About the Author:
Robert Ferguson was born in Blackpool in 1948. After completing Norwegian studies at University College in London, he took up a state scholarship in Norway in1983, and has since then lived in Oslo. Ferguson is an award-winning dramatist and has translated and adapted several of Ibsen's plays for the BBC. Apart from Henrik Ibsen: A New Biography he is also the author of two other highly acclaimed biographies, Enigma: The Life of Knut Hamsun and Henry Miller: A Life.
From Library Journal:
These biographies mark the 100th anniversary of Miller's birth. Both describe fully the events of his life, drawing on his autobiographical fiction, nonfiction, and letters, to tell the same basic story with slightly different emphases and interpretations. Dearborn discusses Miller's experiences in terms of his development as a writer.
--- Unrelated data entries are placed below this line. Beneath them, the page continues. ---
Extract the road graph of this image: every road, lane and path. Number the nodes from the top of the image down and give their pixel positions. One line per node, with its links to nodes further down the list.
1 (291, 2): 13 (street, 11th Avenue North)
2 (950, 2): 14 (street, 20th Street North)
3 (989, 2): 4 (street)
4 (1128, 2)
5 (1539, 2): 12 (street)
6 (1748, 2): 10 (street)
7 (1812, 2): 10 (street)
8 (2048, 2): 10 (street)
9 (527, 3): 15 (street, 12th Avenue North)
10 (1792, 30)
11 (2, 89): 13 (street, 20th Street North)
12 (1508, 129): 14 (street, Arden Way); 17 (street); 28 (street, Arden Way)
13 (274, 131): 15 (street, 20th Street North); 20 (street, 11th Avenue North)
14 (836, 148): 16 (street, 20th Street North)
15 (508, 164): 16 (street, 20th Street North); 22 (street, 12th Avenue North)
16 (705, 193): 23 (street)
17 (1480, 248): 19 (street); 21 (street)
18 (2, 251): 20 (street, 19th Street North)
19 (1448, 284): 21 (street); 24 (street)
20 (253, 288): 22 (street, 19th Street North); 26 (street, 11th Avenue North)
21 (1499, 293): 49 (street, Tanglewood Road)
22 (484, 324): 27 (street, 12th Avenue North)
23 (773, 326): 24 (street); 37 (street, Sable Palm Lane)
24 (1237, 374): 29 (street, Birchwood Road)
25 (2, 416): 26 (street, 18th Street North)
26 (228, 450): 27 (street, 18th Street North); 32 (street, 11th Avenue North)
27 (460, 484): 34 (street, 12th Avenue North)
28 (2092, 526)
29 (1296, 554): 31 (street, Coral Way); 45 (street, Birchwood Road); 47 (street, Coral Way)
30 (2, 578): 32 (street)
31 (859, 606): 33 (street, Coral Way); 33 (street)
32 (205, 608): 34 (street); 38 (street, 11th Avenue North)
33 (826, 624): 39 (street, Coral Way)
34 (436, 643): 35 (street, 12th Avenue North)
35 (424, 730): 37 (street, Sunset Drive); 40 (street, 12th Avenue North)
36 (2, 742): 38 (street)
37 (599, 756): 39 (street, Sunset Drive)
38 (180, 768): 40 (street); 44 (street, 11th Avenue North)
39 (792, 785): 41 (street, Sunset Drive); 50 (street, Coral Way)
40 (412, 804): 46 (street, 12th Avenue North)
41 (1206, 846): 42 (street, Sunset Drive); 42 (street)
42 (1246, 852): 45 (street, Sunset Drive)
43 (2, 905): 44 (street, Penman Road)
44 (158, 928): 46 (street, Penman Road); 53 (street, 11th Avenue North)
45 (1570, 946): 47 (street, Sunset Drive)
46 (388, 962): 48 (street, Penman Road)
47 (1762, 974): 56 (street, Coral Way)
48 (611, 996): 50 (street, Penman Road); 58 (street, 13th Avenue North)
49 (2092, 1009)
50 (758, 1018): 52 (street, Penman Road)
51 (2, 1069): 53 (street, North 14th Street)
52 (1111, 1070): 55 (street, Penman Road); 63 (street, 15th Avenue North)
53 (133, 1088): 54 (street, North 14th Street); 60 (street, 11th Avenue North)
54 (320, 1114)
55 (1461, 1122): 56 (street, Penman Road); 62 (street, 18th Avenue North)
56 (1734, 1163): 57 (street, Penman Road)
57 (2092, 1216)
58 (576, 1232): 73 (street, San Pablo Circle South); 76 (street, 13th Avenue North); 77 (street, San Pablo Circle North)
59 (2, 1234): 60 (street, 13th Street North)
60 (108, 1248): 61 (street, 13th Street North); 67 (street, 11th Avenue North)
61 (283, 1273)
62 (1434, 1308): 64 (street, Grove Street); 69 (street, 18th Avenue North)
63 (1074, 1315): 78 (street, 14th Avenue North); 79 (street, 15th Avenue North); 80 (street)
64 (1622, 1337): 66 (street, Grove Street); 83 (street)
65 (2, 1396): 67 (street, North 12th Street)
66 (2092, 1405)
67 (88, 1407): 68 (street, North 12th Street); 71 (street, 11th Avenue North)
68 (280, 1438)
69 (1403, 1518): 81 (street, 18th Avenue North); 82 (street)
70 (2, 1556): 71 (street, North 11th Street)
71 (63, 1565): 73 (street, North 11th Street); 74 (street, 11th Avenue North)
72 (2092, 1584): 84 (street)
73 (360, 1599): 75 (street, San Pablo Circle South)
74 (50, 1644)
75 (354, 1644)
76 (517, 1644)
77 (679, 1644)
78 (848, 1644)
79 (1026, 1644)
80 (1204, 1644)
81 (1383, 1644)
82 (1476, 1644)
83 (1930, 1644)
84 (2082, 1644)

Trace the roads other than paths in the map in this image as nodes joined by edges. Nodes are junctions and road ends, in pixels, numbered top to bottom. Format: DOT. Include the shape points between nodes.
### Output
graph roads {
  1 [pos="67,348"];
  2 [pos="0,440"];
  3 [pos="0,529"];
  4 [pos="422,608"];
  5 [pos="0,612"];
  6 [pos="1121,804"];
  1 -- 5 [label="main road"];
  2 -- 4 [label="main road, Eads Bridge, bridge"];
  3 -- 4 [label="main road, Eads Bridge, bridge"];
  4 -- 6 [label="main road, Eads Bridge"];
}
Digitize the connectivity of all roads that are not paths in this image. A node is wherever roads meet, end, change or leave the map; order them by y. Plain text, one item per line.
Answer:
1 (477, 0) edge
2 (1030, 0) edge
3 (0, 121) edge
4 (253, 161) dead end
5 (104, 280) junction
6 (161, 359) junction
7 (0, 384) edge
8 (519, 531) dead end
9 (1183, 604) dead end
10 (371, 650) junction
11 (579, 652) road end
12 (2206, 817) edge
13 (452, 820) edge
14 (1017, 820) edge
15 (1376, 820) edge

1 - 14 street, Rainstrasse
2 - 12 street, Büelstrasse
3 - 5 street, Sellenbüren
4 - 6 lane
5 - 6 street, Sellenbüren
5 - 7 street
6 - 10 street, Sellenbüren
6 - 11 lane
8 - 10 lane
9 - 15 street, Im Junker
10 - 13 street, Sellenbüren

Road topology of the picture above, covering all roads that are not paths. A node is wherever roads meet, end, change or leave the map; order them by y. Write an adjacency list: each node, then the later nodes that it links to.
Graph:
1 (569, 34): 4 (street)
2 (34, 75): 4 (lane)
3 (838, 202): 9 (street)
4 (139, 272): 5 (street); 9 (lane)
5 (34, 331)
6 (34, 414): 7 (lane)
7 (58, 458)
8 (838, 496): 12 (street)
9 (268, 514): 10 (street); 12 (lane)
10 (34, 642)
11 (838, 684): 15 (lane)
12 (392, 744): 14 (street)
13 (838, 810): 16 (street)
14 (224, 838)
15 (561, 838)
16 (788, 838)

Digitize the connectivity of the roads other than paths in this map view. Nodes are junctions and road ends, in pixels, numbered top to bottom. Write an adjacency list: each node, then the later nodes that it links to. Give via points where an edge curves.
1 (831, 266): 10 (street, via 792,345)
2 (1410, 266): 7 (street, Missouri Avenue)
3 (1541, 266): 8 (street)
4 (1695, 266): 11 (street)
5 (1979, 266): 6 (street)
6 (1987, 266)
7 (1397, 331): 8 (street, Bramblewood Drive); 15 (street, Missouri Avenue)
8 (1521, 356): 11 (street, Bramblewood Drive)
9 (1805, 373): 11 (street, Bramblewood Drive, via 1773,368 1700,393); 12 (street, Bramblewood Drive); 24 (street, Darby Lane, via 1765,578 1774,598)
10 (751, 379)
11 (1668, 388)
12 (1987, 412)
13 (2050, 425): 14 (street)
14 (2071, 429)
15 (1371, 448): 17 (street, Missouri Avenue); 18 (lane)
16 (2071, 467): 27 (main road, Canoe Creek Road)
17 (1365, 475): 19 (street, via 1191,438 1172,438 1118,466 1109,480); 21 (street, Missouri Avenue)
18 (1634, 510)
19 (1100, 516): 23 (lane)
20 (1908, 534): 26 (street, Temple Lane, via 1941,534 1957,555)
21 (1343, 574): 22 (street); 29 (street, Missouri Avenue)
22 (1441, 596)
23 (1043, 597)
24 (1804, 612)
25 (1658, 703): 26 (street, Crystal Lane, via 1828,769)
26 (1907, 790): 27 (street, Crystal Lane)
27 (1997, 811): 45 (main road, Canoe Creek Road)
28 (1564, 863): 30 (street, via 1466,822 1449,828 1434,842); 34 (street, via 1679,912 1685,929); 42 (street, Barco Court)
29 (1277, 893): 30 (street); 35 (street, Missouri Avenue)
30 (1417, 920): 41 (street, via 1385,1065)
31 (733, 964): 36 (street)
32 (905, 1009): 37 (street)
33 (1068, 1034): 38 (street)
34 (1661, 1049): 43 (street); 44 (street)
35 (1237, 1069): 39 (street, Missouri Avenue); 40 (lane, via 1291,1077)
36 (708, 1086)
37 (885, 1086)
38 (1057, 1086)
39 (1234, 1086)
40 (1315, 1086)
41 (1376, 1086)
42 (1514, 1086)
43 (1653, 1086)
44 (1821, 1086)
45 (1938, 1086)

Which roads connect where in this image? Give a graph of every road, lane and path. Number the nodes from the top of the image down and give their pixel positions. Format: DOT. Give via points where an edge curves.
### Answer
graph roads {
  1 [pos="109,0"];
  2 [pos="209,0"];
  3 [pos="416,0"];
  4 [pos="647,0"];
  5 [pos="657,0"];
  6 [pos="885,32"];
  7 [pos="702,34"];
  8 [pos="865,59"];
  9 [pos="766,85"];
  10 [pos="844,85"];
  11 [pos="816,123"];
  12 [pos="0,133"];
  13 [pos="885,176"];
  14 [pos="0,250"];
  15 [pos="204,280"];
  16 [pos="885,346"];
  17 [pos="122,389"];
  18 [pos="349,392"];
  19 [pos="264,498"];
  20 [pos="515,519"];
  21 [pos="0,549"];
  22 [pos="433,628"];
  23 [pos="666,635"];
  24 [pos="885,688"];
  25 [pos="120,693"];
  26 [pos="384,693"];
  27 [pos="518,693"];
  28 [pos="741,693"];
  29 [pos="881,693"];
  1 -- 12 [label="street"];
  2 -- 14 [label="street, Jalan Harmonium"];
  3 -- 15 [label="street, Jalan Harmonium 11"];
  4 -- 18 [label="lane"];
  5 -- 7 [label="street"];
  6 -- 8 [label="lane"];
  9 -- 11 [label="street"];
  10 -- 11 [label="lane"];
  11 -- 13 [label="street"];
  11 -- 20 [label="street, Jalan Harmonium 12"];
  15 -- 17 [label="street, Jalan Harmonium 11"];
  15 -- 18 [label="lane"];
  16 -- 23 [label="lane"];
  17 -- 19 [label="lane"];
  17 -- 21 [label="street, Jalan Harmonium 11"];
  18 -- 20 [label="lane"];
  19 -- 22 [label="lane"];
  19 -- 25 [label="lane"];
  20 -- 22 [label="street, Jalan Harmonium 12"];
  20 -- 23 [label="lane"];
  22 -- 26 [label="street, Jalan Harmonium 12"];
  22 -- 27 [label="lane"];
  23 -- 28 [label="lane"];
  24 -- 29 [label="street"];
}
She provides thorough descriptions of how and when various works were written and their publishing history. In her version, Miller turned his life into literature. Ferguson, however, sees Miller's writing as the therapy he needed to come to terms with his life. He takes a psychoanalytical approach, often telling us what Miller felt and what his motives were in particular situations. He is unfortunately sometimes intrusively judgmental. Neither author provides in-depth literary criticism, and they make us aware that a serious critical evaluation of Miller's work is overdue. Dearborn's book is somewhat better written, and while the largest and most specialized collections may want both, hers is the more highly recommended. Both books previewed in Prepub Alert, LJ 1/91.